+++ RECORDS SUPPLIED +++

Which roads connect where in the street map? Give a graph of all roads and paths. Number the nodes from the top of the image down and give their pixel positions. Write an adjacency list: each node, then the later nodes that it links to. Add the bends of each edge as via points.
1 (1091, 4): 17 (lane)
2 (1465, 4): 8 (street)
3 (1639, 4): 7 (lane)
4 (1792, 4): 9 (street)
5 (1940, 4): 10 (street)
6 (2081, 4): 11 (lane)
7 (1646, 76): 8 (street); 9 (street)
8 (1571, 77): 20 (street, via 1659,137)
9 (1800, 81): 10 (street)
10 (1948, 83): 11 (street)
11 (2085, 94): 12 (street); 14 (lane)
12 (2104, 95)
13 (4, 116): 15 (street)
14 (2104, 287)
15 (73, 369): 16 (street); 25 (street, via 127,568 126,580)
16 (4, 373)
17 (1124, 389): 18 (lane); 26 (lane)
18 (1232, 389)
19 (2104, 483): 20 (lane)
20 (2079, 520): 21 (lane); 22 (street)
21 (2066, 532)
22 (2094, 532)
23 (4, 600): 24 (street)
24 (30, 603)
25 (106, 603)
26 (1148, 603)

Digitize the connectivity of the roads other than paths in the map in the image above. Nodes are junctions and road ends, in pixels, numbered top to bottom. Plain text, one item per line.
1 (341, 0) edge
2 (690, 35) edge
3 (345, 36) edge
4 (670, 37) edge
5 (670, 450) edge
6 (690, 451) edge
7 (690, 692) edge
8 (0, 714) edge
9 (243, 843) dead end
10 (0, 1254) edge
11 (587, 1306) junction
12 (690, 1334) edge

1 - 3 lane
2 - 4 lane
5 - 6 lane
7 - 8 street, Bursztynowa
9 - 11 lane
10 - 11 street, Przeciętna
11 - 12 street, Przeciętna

+++

**TASK OBJECTIVE**
Copy out all of the records shown above exactly.

**COMPLETED TASK**
Which roads connect where in the street map? Give a graph of all roads and paths. Number the nodes from the top of the image down and give their pixel positions. Write an adjacency list: each node, then the later nodes that it links to. Add the bends of each edge as via points.
1 (1091, 4): 17 (lane)
2 (1465, 4): 8 (street)
3 (1639, 4): 7 (lane)
4 (1792, 4): 9 (street)
5 (1940, 4): 10 (street)
6 (2081, 4): 11 (lane)
7 (1646, 76): 8 (street); 9 (street)
8 (1571, 77): 20 (street, via 1659,137)
9 (1800, 81): 10 (street)
10 (1948, 83): 11 (street)
11 (2085, 94): 12 (street); 14 (lane)
12 (2104, 95)
13 (4, 116): 15 (street)
14 (2104, 287)
15 (73, 369): 16 (street); 25 (street, via 127,568 126,580)
16 (4, 373)
17 (1124, 389): 18 (lane); 26 (lane)
18 (1232, 389)
19 (2104, 483): 20 (lane)
20 (2079, 520): 21 (lane); 22 (street)
21 (2066, 532)
22 (2094, 532)
23 (4, 600): 24 (street)
24 (30, 603)
25 (106, 603)
26 (1148, 603)

Digitize the connectivity of the roads other than paths in the map in the image above. Nodes are junctions and road ends, in pixels, numbered top to bottom. Plain text, one item per line.
1 (341, 0) edge
2 (690, 35) edge
3 (345, 36) edge
4 (670, 37) edge
5 (670, 450) edge
6 (690, 451) edge
7 (690, 692) edge
8 (0, 714) edge
9 (243, 843) dead end
10 (0, 1254) edge
11 (587, 1306) junction
12 (690, 1334) edge

1 - 3 lane
2 - 4 lane
5 - 6 lane
7 - 8 street, Bursztynowa
9 - 11 lane
10 - 11 street, Przeciętna
11 - 12 street, Przeciętna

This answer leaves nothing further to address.